• _SUPPLIED RECORDS_
★ ★ ★
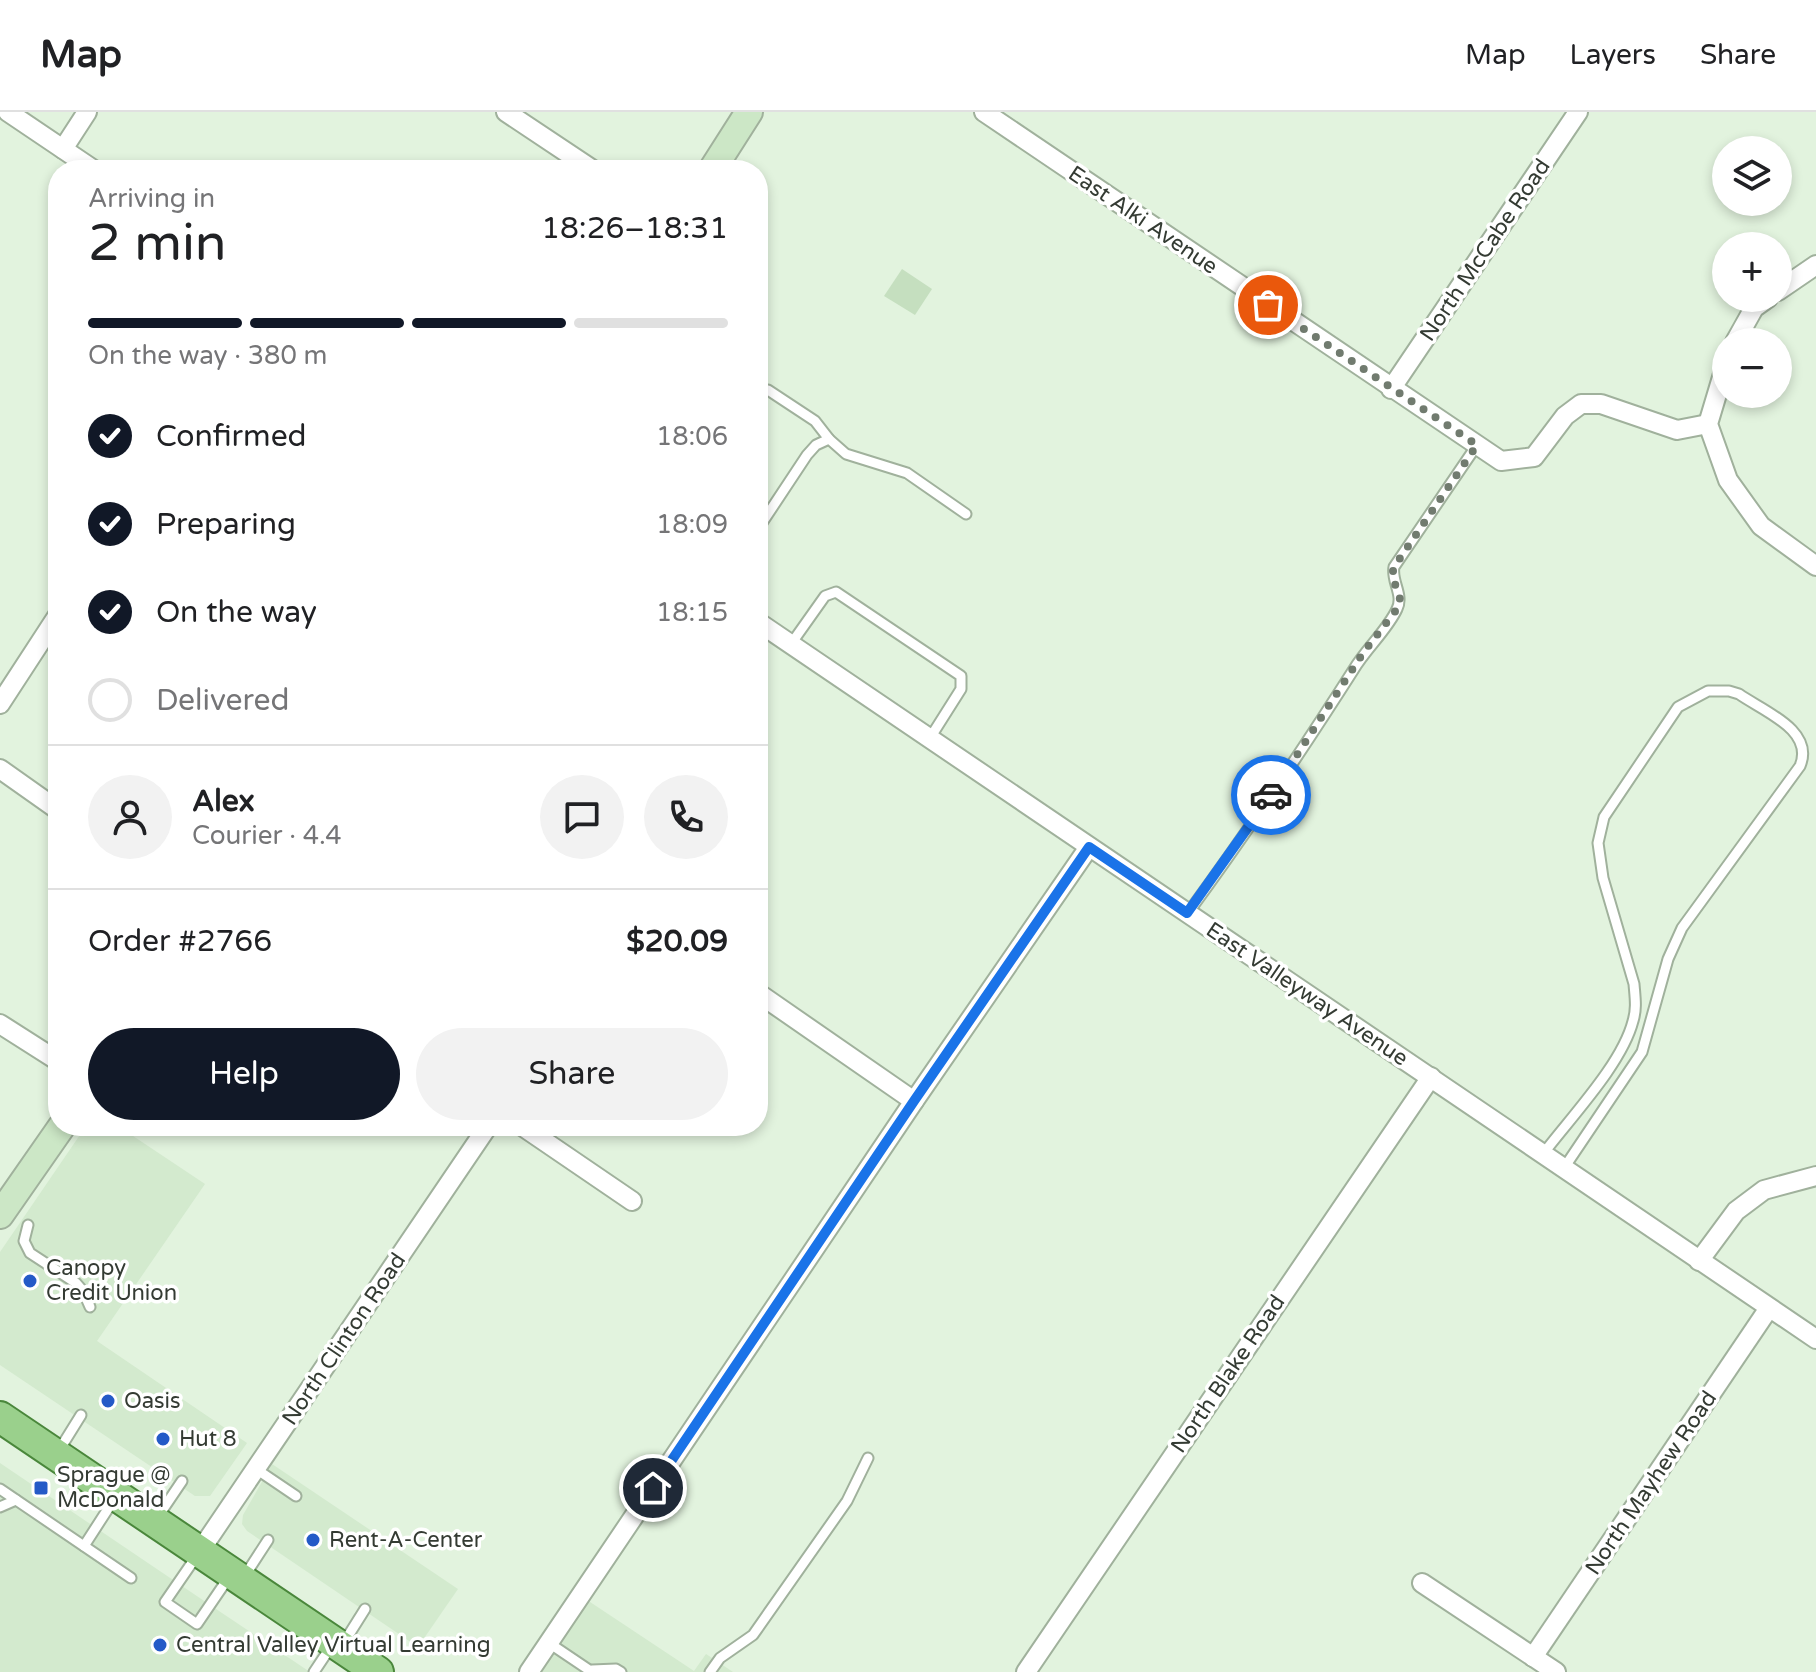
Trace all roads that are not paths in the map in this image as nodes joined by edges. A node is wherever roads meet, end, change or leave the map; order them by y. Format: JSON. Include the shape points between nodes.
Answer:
{"nodes":[{"id":1,"x":8,"y":112,"type":"edge"},
{"id":2,"x":87,"y":112,"type":"edge"},
{"id":3,"x":506,"y":112,"type":"edge"},
{"id":4,"x":749,"y":112,"type":"edge"},
{"id":5,"x":984,"y":112,"type":"edge"},
{"id":6,"x":1578,"y":112,"type":"edge"},
{"id":7,"x":63,"y":149,"type":"junction"},
{"id":8,"x":79,"y":160,"type":"edge"},
{"id":9,"x":578,"y":160,"type":"edge"},
{"id":10,"x":718,"y":160,"type":"edge"},
{"id":11,"x":1816,"y":265,"type":"edge"},
{"id":12,"x":1792,"y":281,"type":"edge"},
{"id":13,"x":1391,"y":389,"type":"junction"},
{"id":14,"x":768,"y":390,"type":"dead end"},
{"id":15,"x":1713,"y":408,"type":"edge"},
{"id":16,"x":1708,"y":424,"type":"junction"},
{"id":17,"x":829,"y":439,"type":"junction"},
{"id":18,"x":1477,"y":445,"type":"junction"},
{"id":19,"x":768,"y":514,"type":"edge"},
{"id":20,"x":966,"y":514,"type":"dead end"},
{"id":21,"x":1816,"y":566,"type":"edge"},
{"id":22,"x":768,"y":629,"type":"edge"},
{"id":23,"x":48,"y":630,"type":"edge"},
{"id":24,"x":791,"y":644,"type":"junction"},
{"id":25,"x":0,"y":704,"type":"edge"},
{"id":26,"x":930,"y":738,"type":"junction"},
{"id":27,"x":0,"y":769,"type":"edge"},
{"id":28,"x":48,"y":803,"type":"edge"},
{"id":29,"x":1089,"y":847,"type":"junction"},
{"id":30,"x":1187,"y":913,"type":"junction"},
{"id":31,"x":768,"y":1000,"type":"edge"},
{"id":32,"x":0,"y":1024,"type":"edge"},
{"id":33,"x":48,"y":1055,"type":"edge"},
{"id":34,"x":1431,"y":1077,"type":"junction"},
{"id":35,"x":914,"y":1101,"type":"junction"},
{"id":36,"x":55,"y":1136,"type":"edge"},
{"id":37,"x":481,"y":1136,"type":"edge"},
{"id":38,"x":537,"y":1136,"type":"edge"},
{"id":39,"x":1543,"y":1154,"type":"junction"},
{"id":40,"x":1564,"y":1168,"type":"junction"},
{"id":41,"x":1816,"y":1176,"type":"edge"},
{"id":42,"x":632,"y":1201,"type":"dead end"},
{"id":43,"x":1,"y":1210,"type":"edge"},
{"id":44,"x":28,"y":1225,"type":"dead end"},
{"id":45,"x":1699,"y":1261,"type":"junction"},
{"id":46,"x":90,"y":1307,"type":"dead end"},
{"id":47,"x":1769,"y":1308,"type":"junction"},
{"id":48,"x":1816,"y":1339,"type":"edge"},
{"id":49,"x":81,"y":1415,"type":"dead end"},
{"id":50,"x":0,"y":1417,"type":"edge"},
{"id":51,"x":56,"y":1454,"type":"junction"},
{"id":52,"x":868,"y":1458,"type":"dead end"},
{"id":53,"x":256,"y":1469,"type":"junction"},
{"id":54,"x":182,"y":1481,"type":"dead end"},
{"id":55,"x":0,"y":1489,"type":"edge"},
{"id":56,"x":117,"y":1495,"type":"junction"},
{"id":57,"x":296,"y":1496,"type":"dead end"},
{"id":58,"x":16,"y":1500,"type":"junction"},
{"id":59,"x":0,"y":1507,"type":"edge"},
{"id":60,"x":155,"y":1521,"type":"junction"},
{"id":61,"x":268,"y":1540,"type":"dead end"},
{"id":62,"x":84,"y":1546,"type":"junction"},
{"id":63,"x":200,"y":1551,"type":"junction"},
{"id":64,"x":237,"y":1576,"type":"junction"},
{"id":65,"x":131,"y":1578,"type":"dead end"},
{"id":66,"x":1422,"y":1583,"type":"dead end"},
{"id":67,"x":365,"y":1609,"type":"dead end"},
{"id":68,"x":549,"y":1643,"type":"junction"},
{"id":69,"x":338,"y":1645,"type":"junction"},
{"id":70,"x":1533,"y":1657,"type":"junction"},
{"id":71,"x":592,"y":1671,"type":"edge"},
{"id":72,"x":314,"y":1672,"type":"edge"},
{"id":73,"x":378,"y":1672,"type":"edge"},
{"id":74,"x":529,"y":1672,"type":"edge"},
{"id":75,"x":621,"y":1672,"type":"edge"},
{"id":76,"x":710,"y":1672,"type":"edge"},
{"id":77,"x":1026,"y":1672,"type":"edge"},
{"id":78,"x":1556,"y":1672,"type":"edge"}],
"edges":[{"from":1,"to":7,"type":"street"},
{"from":2,"to":7,"type":"street"},
{"from":3,"to":9,"type":"street"},
{"from":4,"to":10,"type":"street"},
{"from":5,"to":13,"type":"street","name":"East Alki Avenue"},
{"from":6,"to":13,"type":"street","name":"North McCabe Road"},
{"from":7,"to":8,"type":"street"},
{"from":11,"to":12,"type":"street"},
{"from":13,"to":18,"type":"street","name":"East Alki Avenue"},
{"from":14,"to":17,"type":"lane","via":[[815,421]]},
{"from":15,"to":16,"type":"street"},
{"from":16,"to":18,"type":"street","name":"East Alki Avenue","via":[[1677,430],[1601,404],[1581,404],[1565,416],[1534,457],[1501,461]]},
{"from":16,"to":21,"type":"street","via":[[1728,480],[1761,526]]},
{"from":17,"to":19,"type":"lane","via":[[807,455]]},
{"from":17,"to":20,"type":"lane","via":[[854,457],[907,473]]},
{"from":18,"to":30,"type":"lane","via":[[1394,567],[1397,609]]},
{"from":22,"to":24,"type":"street","name":"East Valleyway Avenue"},
{"from":23,"to":25,"type":"street"},
{"from":24,"to":26,"type":"street","name":"East Valleyway Avenue"},
{"from":24,"to":26,"type":"lane","via":[[825,596],[836,592],[936,659],[961,676],[961,689]]},
{"from":26,"to":29,"type":"street","name":"East Valleyway Avenue"},
{"from":27,"to":28,"type":"street"},
{"from":29,"to":30,"type":"street","name":"East Valleyway Avenue"},
{"from":29,"to":35,"type":"street"},
{"from":30,"to":34,"type":"street","name":"East Valleyway Avenue"},
{"from":31,"to":35,"type":"street"},
{"from":32,"to":33,"type":"street"},
{"from":34,"to":39,"type":"street","name":"East Valleyway Avenue"},
{"from":34,"to":77,"type":"street","name":"North Blake Road"},
{"from":35,"to":68,"type":"street"},
{"from":36,"to":43,"type":"street"},
{"from":37,"to":53,"type":"street","name":"North Clinton Road"},
{"from":38,"to":42,"type":"street"},
{"from":39,"to":40,"type":"street","name":"East Valleyway Avenue"},
{"from":39,"to":40,"type":"lane","via":[[1610,1067],[1634,1019],[1634,984],[1598,843],[1604,817],[1678,707],[1708,691],[1739,694],[1796,733],[1804,757],[1682,928],[1642,1052]]},
{"from":40,"to":45,"type":"street","name":"East Valleyway Avenue"},
{"from":41,"to":45,"type":"street","via":[[1764,1190],[1736,1211]]},
{"from":44,"to":46,"type":"lane","via":[[24,1241],[30,1253],[76,1283]]},
{"from":45,"to":47,"type":"street","name":"East Valleyway Avenue"},
{"from":47,"to":48,"type":"street","name":"East Valleyway Avenue"},
{"from":47,"to":70,"type":"street","name":"North Mayhew Road"},
{"from":49,"to":51,"type":"lane"},
{"from":50,"to":51,"type":"main road"},
{"from":51,"to":56,"type":"main road"},
{"from":52,"to":76,"type":"lane","via":[[847,1501],[753,1635],[720,1658]]},
{"from":53,"to":57,"type":"lane"},
{"from":53,"to":63,"type":"street","name":"North Clinton Road"},
{"from":54,"to":60,"type":"lane"},
{"from":55,"to":58,"type":"lane"},
{"from":56,"to":60,"type":"main road"},
{"from":56,"to":62,"type":"lane"},
{"from":58,"to":59,"type":"lane"},
{"from":58,"to":62,"type":"lane"},
{"from":60,"to":63,"type":"main road"},
{"from":61,"to":64,"type":"lane"},
{"from":62,"to":65,"type":"lane"},
{"from":63,"to":64,"type":"main road"},
{"from":63,"to":64,"type":"lane","via":[[165,1602],[197,1624]]},
{"from":64,"to":69,"type":"main road"},
{"from":66,"to":70,"type":"street"},
{"from":67,"to":69,"type":"lane"},
{"from":68,"to":71,"type":"lane"},
{"from":68,"to":74,"type":"street"},
{"from":69,"to":72,"type":"lane"},
{"from":69,"to":73,"type":"main road"},
{"from":70,"to":78,"type":"street"},
{"from":71,"to":75,"type":"lane"}]}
★ ★ ★
Only a number is wanted here: how many lines in the data above include the string "Clinton"?

2